12. April, 2024

Wirtschaft

Besorgniserregend: Jeder fünfte junge Erwachsene in Deutschland ohne Berufsabschluss

Besorgniserregend: Jeder fünfte junge Erwachsene in Deutschland ohne Berufsabschluss

In Deutschland steht die Qualifikation junger Erwachsener auf dem Prüfstand, da ein neuer Höchststand bei der Zahl der Personen ohne Berufsabschluss erreicht wird. Die aktuellen Zahlen des Statistischen Bundesamtes offenbaren, dass 2,86 Millionen 20- bis 34-Jährige, also 19,1 Prozent dieser Altersgruppe, keinen formalen Berufsabschluss vorweisen können. Im Vergleich zum Vorjahr bedeutet dies einen Anstieg von mehr als 200.000 Personen, eine besorgniserregende Entwicklung in einer Zeit, in der qualifizierte Fachkräfte dringend benötigt werden.

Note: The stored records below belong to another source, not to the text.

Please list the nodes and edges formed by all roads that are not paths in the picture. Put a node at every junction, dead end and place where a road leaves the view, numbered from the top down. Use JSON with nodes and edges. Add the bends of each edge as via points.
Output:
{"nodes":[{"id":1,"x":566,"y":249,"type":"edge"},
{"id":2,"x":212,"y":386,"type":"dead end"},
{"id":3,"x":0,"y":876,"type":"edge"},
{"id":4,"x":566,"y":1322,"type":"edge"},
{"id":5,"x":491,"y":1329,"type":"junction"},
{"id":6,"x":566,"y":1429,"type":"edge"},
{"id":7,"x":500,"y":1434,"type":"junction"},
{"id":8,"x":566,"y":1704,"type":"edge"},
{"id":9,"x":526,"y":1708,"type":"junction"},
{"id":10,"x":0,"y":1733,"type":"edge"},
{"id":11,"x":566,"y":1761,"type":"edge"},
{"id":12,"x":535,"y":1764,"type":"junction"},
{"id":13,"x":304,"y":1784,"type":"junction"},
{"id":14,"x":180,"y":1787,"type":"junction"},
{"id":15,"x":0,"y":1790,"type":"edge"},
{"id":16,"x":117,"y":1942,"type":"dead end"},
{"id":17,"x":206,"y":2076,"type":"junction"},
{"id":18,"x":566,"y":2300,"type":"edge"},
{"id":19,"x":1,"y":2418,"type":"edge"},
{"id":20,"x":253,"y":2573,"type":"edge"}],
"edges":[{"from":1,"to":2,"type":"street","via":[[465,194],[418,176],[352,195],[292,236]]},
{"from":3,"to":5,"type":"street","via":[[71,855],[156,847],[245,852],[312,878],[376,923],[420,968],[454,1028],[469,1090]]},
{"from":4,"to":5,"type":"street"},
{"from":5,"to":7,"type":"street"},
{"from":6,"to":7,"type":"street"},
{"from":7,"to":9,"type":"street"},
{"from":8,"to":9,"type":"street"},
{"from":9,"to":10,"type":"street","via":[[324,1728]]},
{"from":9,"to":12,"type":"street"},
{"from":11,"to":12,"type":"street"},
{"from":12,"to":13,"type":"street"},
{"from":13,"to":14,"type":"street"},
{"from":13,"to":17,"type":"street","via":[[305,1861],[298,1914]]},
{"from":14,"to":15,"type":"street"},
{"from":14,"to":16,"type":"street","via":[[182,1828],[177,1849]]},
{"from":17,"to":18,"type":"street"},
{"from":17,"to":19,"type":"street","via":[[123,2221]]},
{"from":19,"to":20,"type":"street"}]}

Seit dem Jahr 2015 ist ein stetiger Anstieg der unqualifizierten Erwachsenen zu beobachten, womit gleichzeitig das Risiko der Langzeitarbeitslosigkeit wächst. Besonders alarmierend für den deutschen Arbeitsmarkt ist dabei der anhaltende Mangel an Fachkräften sowie die altersdemographischen Herausforderungen, die eine wachsende Gruppe gering qualifizierter Menschen nur noch verschärfen.

Der Berufsbildungsbericht 2024 wirft ebenfalls ein Schlaglicht auf die steigende Anzahl aufgelöster Ausbildungsverträge. Im Jahr 2022 erreichten diese mit 29,5 Prozent einen Spitzenwert, was deutlich über dem normalerweise zu erwartenden Rahmen von 20 bis 25 Prozent liegt. Es ist jedoch zu bemerken, dass nicht alle gelösten Verträge auf abgebrochene Ausbildungen hindeuten, da auch Betriebswechsel eine Rolle spielen.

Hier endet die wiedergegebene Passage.